(Extracted information begins)
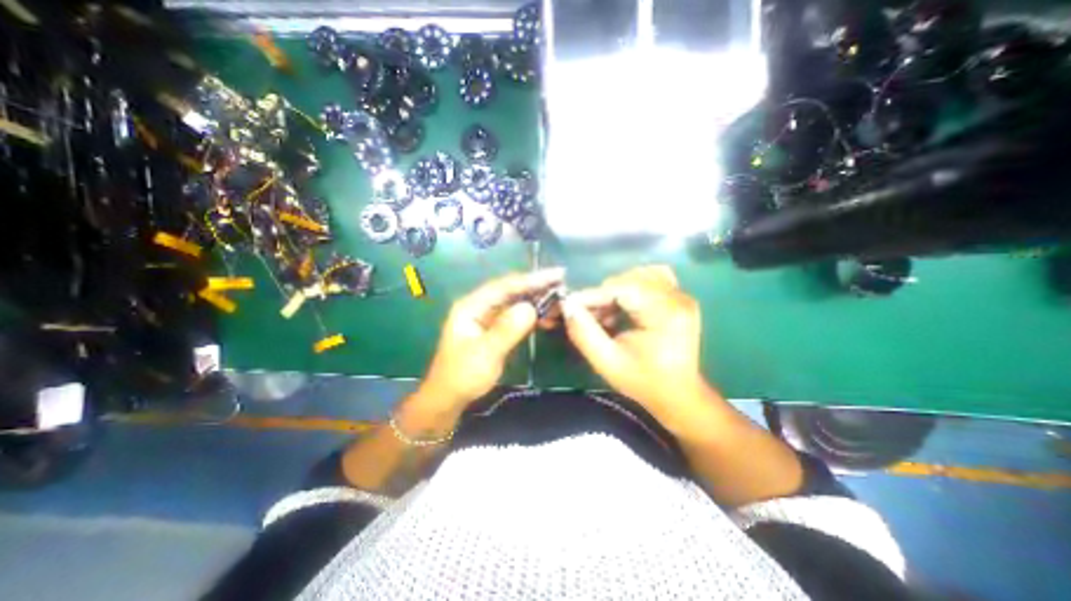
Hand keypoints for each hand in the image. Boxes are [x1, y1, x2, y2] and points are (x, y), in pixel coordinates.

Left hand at [421, 270, 568, 410]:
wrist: (449, 398)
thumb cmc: (462, 376)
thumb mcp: (485, 353)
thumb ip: (507, 330)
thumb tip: (531, 307)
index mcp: (472, 306)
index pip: (505, 286)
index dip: (531, 279)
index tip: (556, 274)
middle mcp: (479, 306)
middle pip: (511, 290)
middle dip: (536, 286)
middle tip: (562, 281)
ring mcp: (487, 317)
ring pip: (515, 302)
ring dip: (536, 300)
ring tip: (559, 298)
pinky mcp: (494, 328)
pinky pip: (516, 316)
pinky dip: (531, 315)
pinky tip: (547, 317)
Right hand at [563, 265, 708, 413]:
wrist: (678, 396)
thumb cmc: (644, 383)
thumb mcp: (608, 362)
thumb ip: (584, 333)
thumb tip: (567, 306)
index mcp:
(Extracted information ends)
▸ What to produce:
Please give back exactly, and with no pictures, the lines from where the listing above begins through the line containing "ring mcp: (487, 317)".

▸ Exercise answer:
Hand keypoints for each hand in the image. Boxes are [x1, y1, x2, y2] and points are (x, y), in pixel coordinates.

Left hand at [421, 270, 568, 410]:
wrist: (449, 398)
thumb cmc: (462, 376)
thumb mcp: (485, 353)
thumb ip: (507, 330)
thumb tip: (531, 307)
index mcp: (472, 306)
index pip: (505, 286)
index dip: (531, 279)
index tip: (556, 274)
middle mcp: (479, 306)
middle pip: (511, 290)
middle dip: (536, 286)
middle tip: (562, 281)
ring mcp: (487, 317)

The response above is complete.